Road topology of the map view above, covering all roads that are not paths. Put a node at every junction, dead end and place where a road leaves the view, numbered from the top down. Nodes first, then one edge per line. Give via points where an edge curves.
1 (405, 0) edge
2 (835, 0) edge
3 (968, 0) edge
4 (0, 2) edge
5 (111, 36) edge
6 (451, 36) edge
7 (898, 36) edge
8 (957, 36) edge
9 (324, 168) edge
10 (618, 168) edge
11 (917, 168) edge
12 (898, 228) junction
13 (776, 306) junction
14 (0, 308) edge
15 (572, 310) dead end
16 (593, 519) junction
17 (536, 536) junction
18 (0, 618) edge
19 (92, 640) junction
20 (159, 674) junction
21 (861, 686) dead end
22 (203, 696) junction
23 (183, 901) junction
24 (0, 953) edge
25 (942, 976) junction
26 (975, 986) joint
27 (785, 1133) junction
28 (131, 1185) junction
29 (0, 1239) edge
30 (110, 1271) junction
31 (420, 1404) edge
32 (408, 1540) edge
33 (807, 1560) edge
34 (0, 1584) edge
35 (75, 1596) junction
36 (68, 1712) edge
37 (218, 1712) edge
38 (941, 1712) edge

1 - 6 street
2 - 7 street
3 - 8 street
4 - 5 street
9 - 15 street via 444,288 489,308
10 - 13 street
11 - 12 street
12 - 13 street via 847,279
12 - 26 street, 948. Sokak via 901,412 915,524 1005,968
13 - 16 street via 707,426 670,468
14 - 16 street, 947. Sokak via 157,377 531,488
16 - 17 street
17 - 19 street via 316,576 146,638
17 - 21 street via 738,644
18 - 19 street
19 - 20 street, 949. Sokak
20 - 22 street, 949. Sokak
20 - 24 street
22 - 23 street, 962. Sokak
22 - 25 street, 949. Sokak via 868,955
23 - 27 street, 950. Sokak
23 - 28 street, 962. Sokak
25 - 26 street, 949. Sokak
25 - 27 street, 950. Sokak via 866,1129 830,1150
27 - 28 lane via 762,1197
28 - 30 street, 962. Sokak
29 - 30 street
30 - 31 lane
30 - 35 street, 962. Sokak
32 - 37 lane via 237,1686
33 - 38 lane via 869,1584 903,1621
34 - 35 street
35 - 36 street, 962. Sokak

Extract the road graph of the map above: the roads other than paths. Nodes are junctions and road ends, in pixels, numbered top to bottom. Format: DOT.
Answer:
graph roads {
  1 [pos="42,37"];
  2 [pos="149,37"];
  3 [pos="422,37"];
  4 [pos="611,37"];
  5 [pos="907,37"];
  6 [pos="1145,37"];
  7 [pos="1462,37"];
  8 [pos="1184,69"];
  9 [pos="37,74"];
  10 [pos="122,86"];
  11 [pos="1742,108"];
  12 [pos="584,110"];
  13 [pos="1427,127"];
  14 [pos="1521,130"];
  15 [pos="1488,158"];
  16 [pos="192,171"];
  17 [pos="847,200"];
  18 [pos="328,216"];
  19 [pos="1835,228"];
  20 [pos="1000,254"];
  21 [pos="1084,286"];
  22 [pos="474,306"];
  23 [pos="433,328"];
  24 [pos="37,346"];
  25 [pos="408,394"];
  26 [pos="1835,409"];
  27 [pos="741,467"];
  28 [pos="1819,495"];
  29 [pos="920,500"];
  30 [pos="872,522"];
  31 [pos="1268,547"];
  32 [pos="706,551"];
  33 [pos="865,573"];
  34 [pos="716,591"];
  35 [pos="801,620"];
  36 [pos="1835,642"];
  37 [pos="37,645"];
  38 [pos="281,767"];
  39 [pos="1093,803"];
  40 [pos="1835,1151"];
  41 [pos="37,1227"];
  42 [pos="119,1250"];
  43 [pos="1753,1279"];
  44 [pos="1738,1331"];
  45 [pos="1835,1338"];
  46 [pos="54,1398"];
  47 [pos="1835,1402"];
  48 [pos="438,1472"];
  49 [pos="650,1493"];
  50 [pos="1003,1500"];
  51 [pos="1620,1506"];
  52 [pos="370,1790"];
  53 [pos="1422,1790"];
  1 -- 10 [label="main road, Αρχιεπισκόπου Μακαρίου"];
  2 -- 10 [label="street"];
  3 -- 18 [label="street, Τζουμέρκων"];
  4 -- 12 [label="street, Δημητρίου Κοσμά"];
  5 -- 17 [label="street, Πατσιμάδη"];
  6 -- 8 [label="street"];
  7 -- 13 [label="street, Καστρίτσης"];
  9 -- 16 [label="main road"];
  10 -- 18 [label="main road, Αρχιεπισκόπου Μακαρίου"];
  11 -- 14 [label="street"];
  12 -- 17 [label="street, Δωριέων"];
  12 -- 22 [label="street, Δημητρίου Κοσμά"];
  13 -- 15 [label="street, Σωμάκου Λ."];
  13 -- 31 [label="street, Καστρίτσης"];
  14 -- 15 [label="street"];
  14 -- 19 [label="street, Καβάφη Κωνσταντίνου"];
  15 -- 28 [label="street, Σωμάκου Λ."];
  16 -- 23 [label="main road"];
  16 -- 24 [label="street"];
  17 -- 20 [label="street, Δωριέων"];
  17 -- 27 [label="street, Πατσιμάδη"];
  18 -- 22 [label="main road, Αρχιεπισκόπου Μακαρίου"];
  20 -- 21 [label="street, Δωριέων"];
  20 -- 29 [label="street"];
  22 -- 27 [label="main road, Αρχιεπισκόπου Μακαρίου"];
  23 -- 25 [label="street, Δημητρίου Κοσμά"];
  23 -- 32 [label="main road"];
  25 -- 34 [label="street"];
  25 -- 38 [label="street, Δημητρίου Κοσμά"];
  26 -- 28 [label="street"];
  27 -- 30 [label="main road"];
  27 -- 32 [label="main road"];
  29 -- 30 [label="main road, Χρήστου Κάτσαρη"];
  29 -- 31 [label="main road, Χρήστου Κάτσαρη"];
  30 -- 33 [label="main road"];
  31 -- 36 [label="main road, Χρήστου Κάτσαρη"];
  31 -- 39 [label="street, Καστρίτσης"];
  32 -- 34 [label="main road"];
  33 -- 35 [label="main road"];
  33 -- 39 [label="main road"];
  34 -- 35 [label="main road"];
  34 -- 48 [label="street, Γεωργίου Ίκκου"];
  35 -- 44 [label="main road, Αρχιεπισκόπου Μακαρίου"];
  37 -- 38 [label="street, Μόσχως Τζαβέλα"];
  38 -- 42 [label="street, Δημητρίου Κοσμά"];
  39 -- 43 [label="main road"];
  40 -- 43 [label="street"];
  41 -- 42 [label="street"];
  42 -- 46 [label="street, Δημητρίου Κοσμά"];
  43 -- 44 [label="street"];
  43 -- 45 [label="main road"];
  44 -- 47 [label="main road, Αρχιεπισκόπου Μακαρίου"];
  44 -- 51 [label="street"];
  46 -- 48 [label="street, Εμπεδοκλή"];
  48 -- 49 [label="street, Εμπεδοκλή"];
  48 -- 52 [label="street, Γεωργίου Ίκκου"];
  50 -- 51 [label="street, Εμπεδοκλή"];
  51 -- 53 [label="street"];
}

+++

Line count for "graph": give the number of lines in the data above that include it, and nothing else.

2